◆ Task to carry out ◆
Check each line below for the word "edges" and give the number of lines that have it, nothing more.

Collected data:
********************

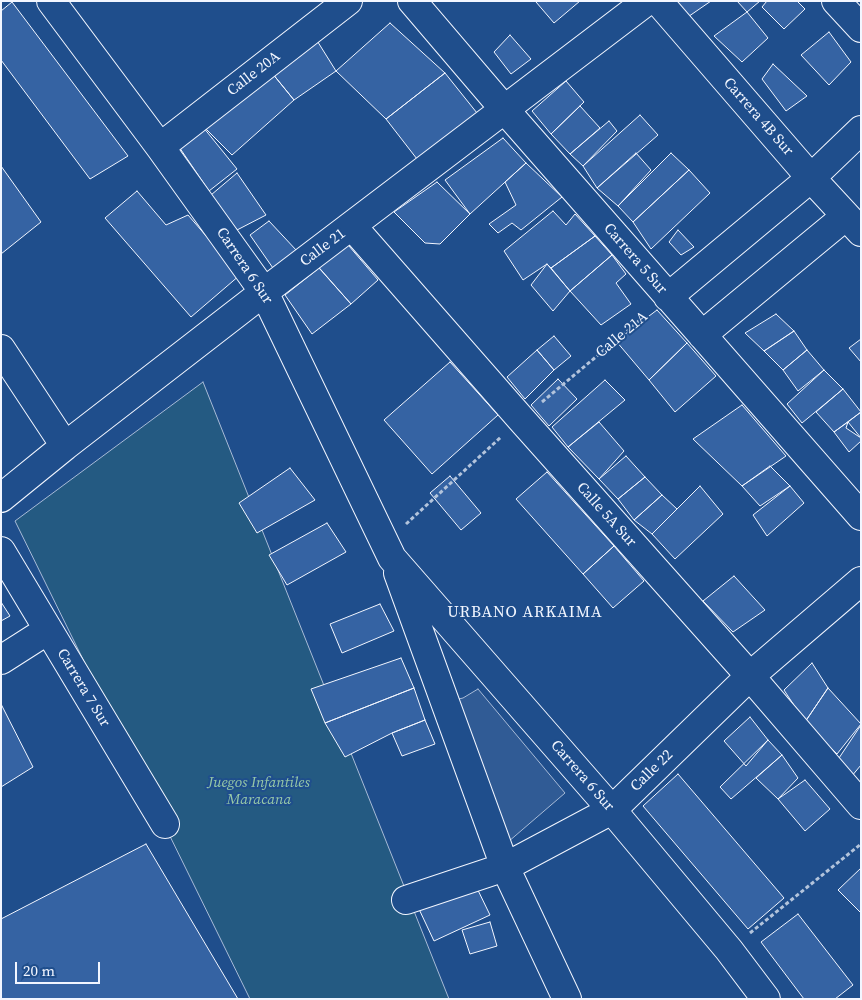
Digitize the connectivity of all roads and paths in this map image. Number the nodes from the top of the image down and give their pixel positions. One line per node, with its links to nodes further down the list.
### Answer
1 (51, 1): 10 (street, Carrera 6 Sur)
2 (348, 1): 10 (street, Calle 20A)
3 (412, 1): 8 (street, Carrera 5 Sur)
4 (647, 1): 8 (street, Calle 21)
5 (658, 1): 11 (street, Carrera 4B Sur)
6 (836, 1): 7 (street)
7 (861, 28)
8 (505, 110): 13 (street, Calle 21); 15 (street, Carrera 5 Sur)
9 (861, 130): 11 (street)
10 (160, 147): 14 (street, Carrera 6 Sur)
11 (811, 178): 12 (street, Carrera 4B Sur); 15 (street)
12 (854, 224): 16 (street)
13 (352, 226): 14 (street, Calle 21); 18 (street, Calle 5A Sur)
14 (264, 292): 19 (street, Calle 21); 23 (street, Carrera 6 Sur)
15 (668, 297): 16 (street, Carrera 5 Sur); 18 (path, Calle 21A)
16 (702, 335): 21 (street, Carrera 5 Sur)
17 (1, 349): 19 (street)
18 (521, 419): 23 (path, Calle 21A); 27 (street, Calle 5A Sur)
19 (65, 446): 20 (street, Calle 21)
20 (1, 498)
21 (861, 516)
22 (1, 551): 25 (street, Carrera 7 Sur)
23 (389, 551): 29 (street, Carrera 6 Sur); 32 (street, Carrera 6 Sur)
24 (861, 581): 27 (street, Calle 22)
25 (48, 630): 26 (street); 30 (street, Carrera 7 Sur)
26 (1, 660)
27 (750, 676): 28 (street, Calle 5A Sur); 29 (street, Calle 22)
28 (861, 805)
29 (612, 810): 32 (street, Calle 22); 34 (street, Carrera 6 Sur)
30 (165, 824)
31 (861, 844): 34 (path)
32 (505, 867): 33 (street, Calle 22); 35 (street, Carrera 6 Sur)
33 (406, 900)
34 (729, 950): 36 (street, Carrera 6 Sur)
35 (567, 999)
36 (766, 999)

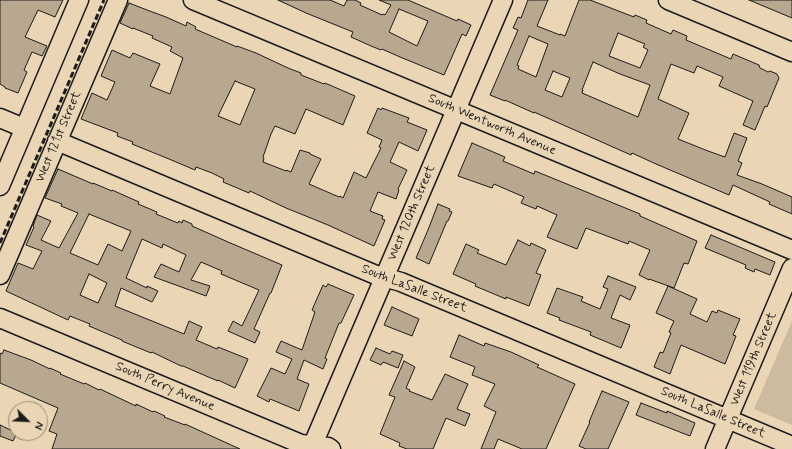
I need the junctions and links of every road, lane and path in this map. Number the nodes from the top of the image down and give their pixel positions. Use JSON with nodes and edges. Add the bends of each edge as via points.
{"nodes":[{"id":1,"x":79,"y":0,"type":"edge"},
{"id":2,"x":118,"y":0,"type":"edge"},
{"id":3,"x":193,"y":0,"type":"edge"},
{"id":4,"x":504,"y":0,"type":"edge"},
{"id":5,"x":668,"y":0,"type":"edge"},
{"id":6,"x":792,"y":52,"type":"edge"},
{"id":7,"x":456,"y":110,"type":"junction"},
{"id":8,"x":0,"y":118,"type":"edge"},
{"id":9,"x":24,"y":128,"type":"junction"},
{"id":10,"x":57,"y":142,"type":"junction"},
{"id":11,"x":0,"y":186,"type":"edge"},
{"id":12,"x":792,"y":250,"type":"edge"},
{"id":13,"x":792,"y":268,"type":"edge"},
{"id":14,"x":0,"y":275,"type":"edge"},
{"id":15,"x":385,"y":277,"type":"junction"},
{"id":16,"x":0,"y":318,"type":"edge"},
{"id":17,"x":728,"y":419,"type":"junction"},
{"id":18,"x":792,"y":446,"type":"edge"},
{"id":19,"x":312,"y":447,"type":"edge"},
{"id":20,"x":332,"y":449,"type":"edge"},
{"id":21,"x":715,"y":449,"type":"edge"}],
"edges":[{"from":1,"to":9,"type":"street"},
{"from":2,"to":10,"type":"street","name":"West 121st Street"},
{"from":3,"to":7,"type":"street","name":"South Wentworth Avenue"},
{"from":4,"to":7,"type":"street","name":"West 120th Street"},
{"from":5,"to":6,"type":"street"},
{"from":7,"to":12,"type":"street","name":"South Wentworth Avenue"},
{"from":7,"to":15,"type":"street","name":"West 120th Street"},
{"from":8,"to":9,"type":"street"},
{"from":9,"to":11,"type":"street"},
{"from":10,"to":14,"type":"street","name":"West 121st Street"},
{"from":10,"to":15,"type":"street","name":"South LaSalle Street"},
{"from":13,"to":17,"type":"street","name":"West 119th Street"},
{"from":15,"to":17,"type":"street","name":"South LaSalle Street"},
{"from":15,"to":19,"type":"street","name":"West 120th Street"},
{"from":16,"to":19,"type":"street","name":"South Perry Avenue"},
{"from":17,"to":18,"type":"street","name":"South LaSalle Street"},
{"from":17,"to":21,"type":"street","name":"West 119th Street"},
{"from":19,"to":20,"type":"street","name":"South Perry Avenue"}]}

********************

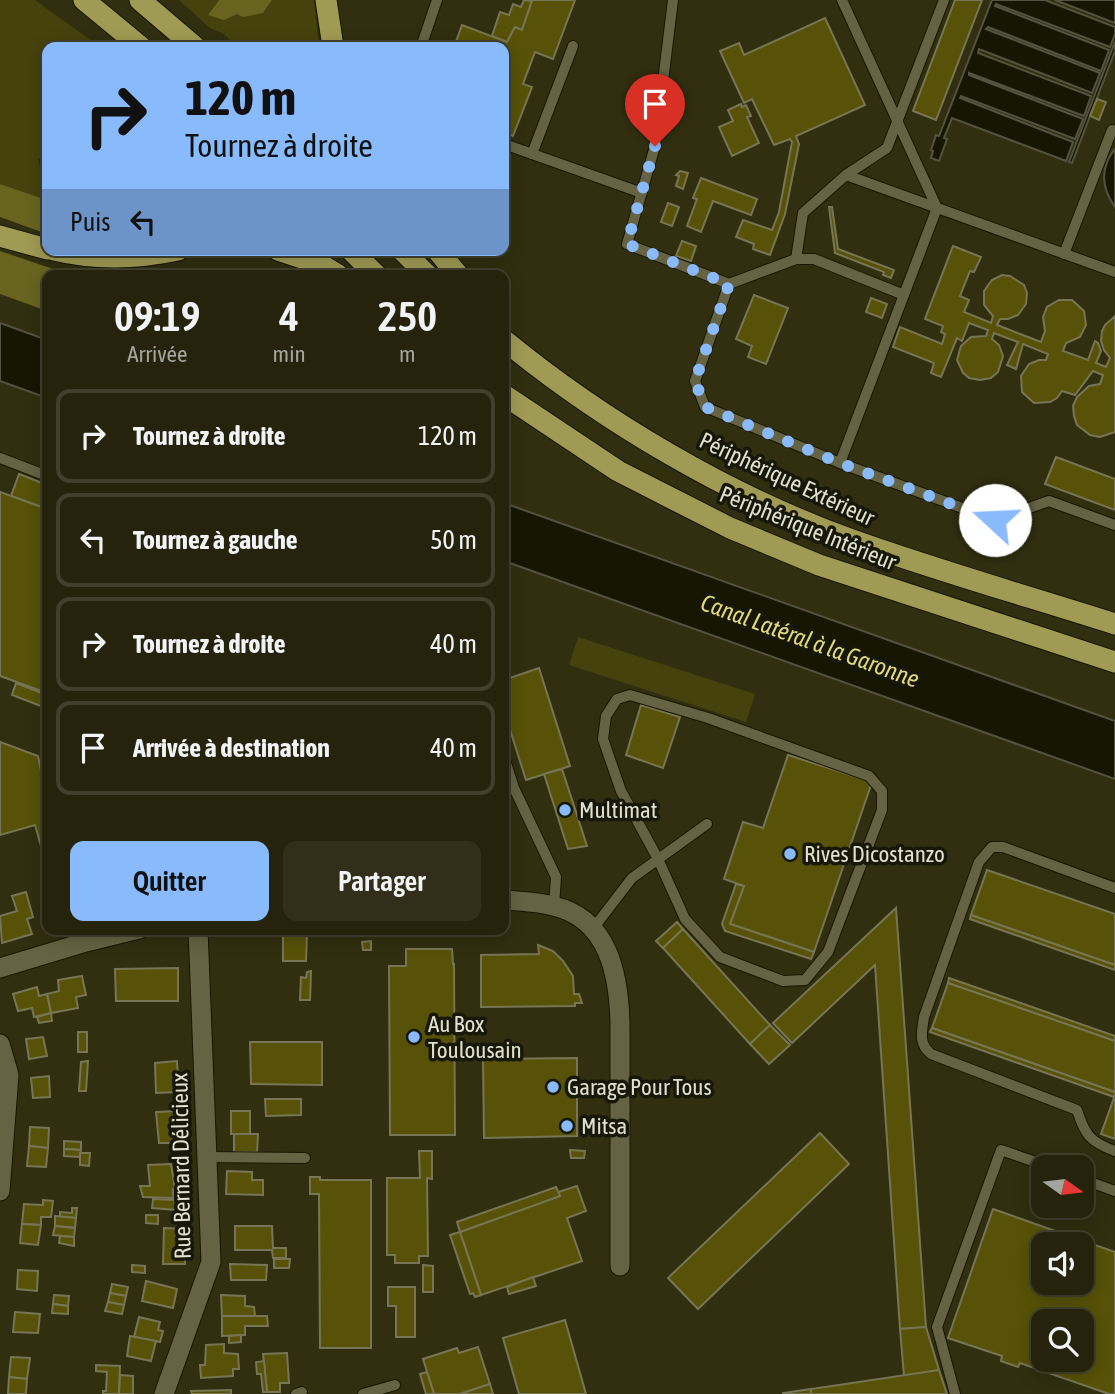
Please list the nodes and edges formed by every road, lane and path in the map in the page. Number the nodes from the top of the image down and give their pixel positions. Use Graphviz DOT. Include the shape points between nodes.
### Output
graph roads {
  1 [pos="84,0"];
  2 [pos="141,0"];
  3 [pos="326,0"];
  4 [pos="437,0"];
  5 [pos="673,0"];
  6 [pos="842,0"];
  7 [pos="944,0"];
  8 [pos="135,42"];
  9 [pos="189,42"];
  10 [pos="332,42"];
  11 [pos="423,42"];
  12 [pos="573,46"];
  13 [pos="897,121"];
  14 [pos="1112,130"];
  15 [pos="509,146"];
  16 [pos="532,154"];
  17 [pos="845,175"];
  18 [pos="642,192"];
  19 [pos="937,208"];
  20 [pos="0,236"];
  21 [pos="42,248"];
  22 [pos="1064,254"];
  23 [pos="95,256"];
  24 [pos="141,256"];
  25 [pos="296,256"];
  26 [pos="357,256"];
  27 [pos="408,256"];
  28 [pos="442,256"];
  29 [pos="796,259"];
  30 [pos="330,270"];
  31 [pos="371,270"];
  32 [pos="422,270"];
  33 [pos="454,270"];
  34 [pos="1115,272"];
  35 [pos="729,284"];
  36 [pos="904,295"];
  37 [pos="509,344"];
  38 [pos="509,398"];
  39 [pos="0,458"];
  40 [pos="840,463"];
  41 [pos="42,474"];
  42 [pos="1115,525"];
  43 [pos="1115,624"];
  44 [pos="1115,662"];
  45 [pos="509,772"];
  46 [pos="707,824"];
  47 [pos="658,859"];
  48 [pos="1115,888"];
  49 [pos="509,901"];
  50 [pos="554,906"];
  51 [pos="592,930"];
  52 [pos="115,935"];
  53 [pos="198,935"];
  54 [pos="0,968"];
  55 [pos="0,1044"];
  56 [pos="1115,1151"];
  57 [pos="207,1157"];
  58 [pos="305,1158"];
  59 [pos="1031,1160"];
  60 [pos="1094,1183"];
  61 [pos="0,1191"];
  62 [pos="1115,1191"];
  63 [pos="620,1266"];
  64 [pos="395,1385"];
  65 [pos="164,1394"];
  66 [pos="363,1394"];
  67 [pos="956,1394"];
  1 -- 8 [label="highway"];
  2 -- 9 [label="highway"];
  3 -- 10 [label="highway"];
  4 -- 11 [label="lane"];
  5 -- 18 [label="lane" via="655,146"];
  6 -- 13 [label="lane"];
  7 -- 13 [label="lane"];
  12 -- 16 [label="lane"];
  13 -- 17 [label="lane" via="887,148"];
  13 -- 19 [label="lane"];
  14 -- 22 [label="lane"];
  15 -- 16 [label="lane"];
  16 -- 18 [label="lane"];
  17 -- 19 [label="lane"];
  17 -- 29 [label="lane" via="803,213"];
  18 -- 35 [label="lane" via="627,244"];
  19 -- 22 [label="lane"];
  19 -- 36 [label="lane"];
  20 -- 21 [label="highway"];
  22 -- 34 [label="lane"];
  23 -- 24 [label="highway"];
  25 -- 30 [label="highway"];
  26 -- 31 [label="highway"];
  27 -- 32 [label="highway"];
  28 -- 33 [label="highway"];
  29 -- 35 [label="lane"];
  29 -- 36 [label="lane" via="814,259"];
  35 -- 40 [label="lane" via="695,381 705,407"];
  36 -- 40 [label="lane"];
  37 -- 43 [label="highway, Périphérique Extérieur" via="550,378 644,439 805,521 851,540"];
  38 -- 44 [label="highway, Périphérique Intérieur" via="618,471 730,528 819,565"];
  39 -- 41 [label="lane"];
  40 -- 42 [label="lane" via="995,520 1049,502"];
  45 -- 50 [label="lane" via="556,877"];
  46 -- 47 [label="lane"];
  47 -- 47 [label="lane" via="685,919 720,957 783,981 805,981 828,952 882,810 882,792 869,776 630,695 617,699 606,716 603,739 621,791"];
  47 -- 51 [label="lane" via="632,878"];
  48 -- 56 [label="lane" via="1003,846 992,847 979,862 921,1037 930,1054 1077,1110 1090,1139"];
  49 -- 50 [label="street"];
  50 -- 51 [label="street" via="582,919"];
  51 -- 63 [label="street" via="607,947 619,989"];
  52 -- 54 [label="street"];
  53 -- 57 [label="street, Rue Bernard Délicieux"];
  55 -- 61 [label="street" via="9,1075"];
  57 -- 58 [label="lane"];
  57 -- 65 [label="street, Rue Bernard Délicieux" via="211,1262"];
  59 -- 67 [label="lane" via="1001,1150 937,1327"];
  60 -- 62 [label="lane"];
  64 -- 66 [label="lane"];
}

********************

◆ Response ◆
3